What are your goals within Leapers and yourself to continue driving this conversation over the next 12 months to build an inclusive and engaging community to help combat loneliness?
It'll be our fifth anniversary this year, and our goals are the same as every year - to continue trying to support as many people as possible. This means continuing to welcome anyone who works for themselves to join our community, partner with organisations who also want to support their freelancers, and continue to develop tools, techniques, research and content which offers tangible ways to take care of your own mental health when self-employed. The heart of that will always be a community, and I think that's the single most powerful way of combatting loneliness - feeling like you're part of something.
To end on a positive note, the report mentioned that “80% of us feel that being self-employed has a net positive effect on our mental health”. What would be your advice to keep that momentum going of remembering those positive effects?

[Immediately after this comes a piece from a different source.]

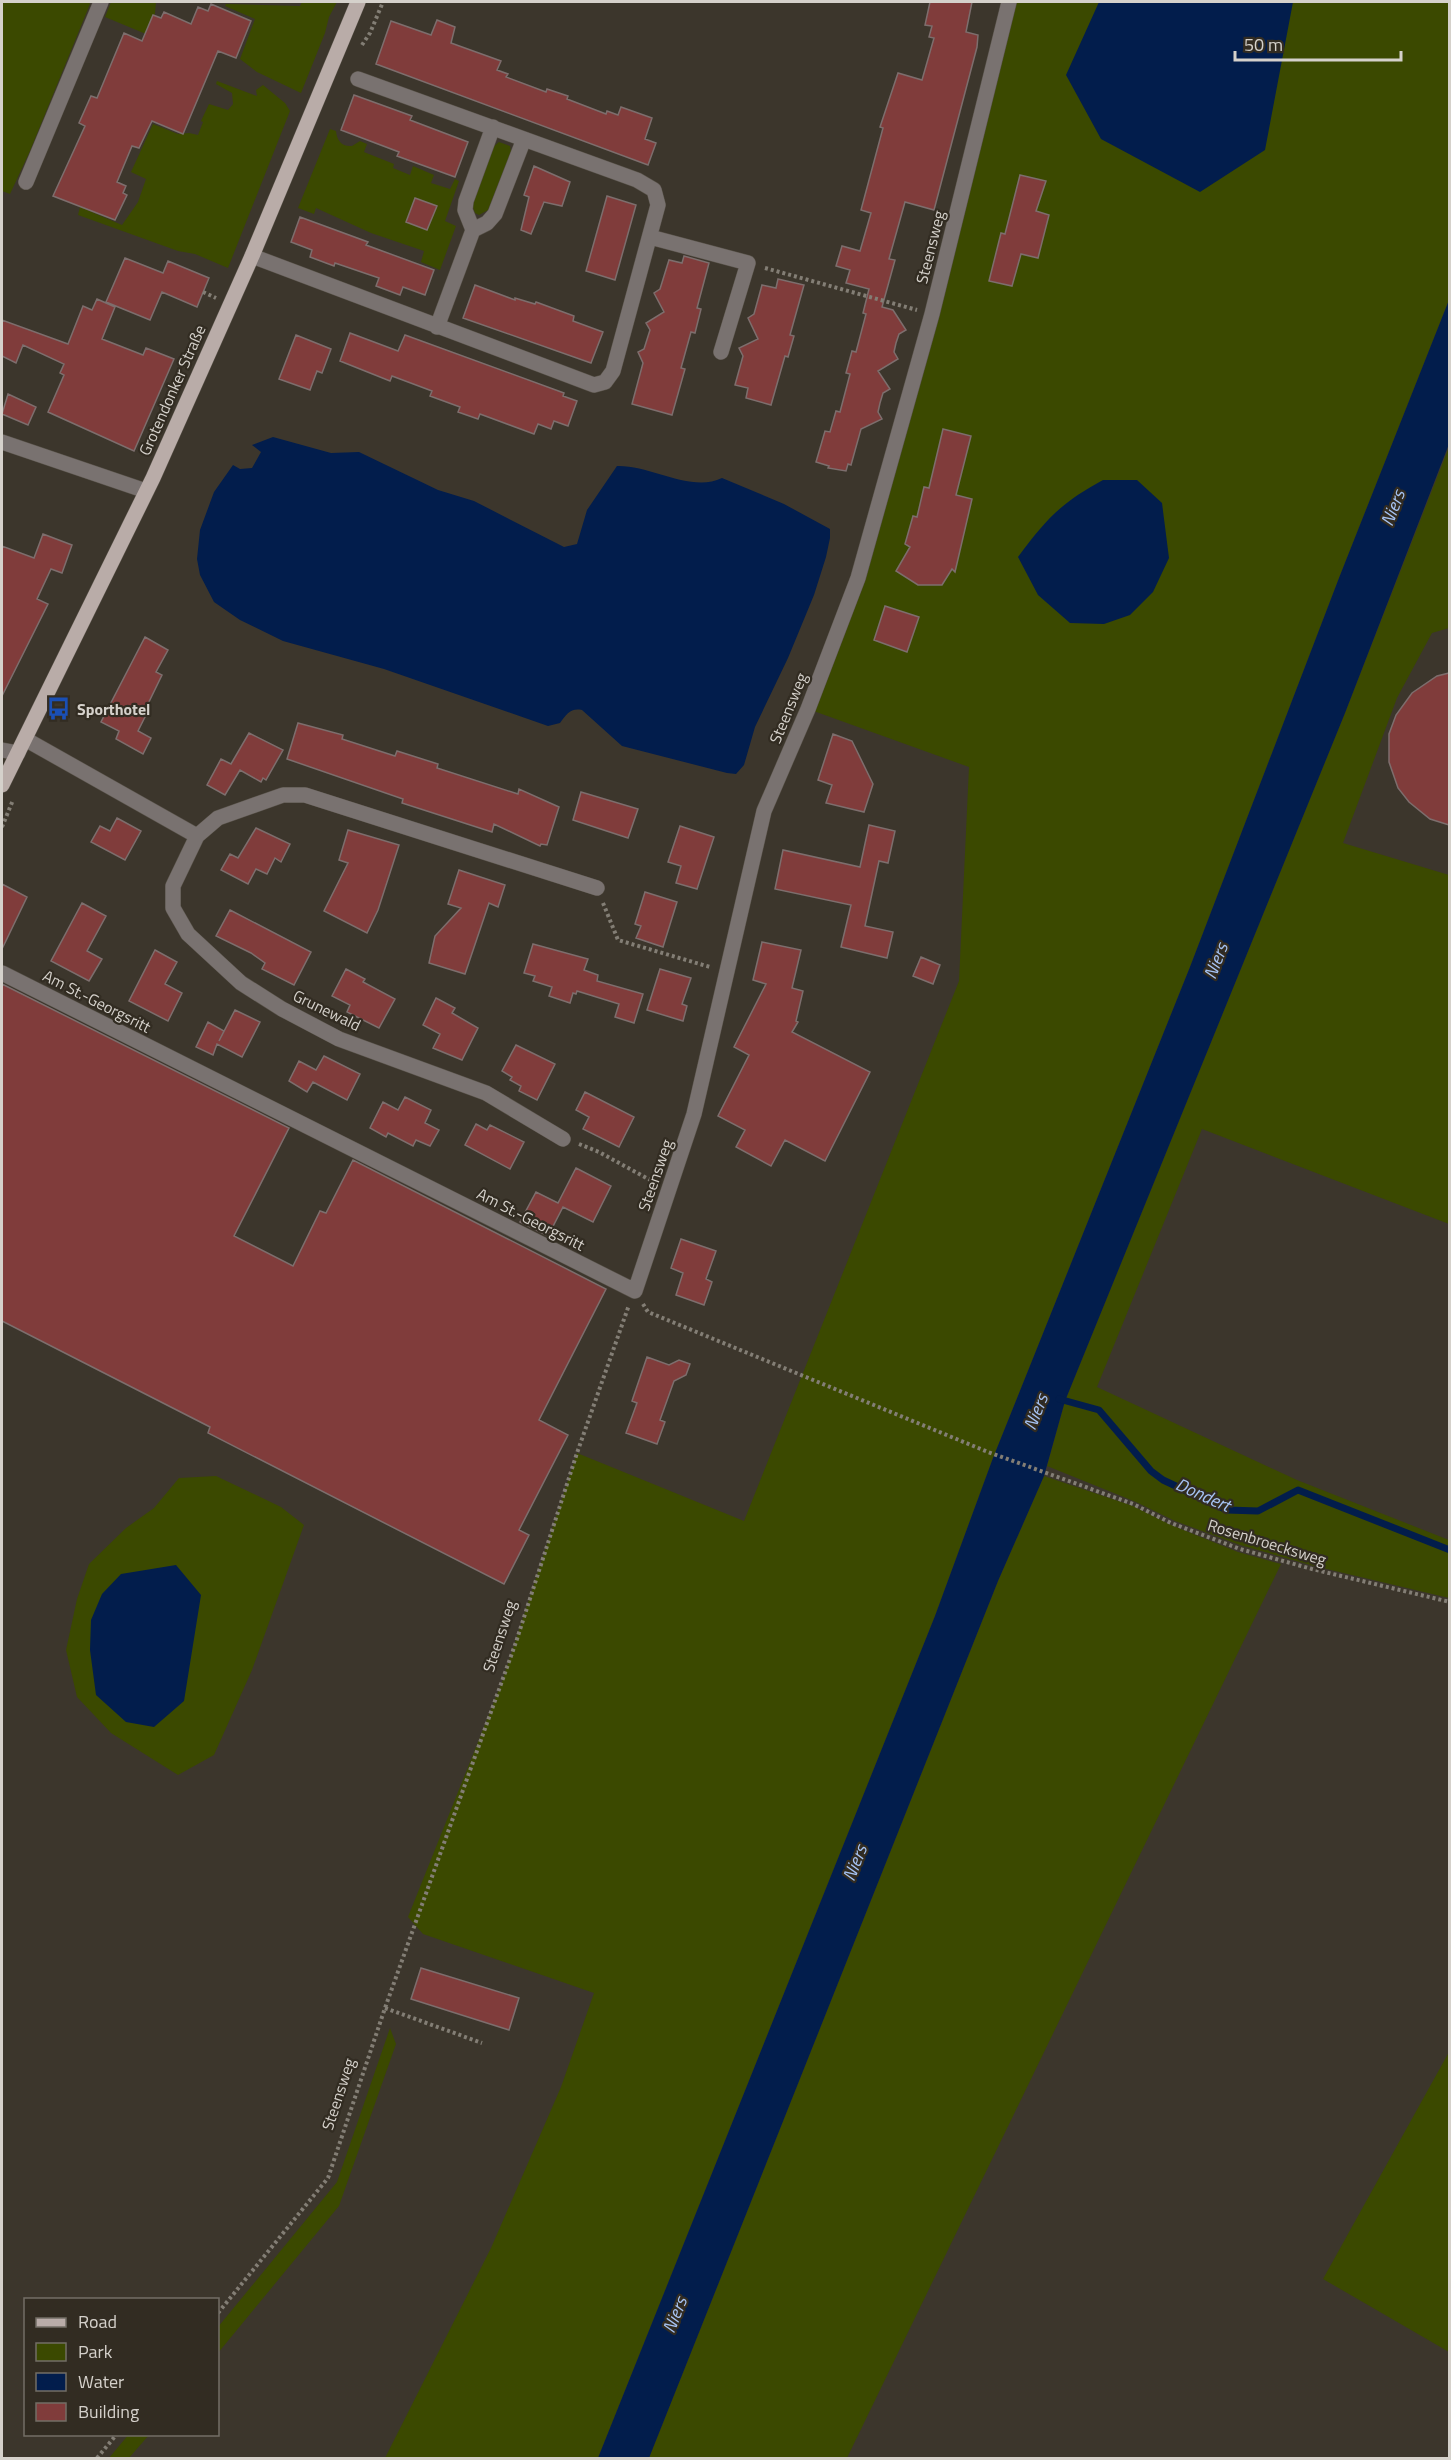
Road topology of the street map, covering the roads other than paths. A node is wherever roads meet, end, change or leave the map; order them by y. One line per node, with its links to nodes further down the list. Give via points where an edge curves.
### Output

It can be really easy to remember the bad things that happen; they can often block out remembering the positives, so we encourage people to regularly capture and share their little wins. Post them on your wall, in your notebook, in a community space, and then look back over them each month - you can even turn them into an annual report. Those little wins include things like new clients or an invoice being paid on time, as well as choosing to take the day off when you want or just reading a book you've had on your shelf for a while. Even when you're having a bad day, having a list of the positives to look at helps you see the bigger picture.
If you are feeling any symptoms of loneliness or isolation, there are services available to assist you. The British Red Cross provides local support services, workshops and resources to help understand and overcome living with loneliness. Also, Leapers helps support the mental health of freelancers and the self-employed. They are an accessible and inclusive community project for anyone who works differently. Make sure you join their free, non-judgemental, open and supportive slack channel of over 3,500 members across 22 timezones.
Finally, remember the theme for this Mental Health Week is loneliness. Regardless of whether you don’t feel any symptoms yourself or if you’re struggling with symptoms of loneliness right now, many people in your community are just a message away. This is why it’s essential to make that extra effort to reach out to those around you to make sure they feel included, and maybe it can help reduce any issues you’re currently experiencing.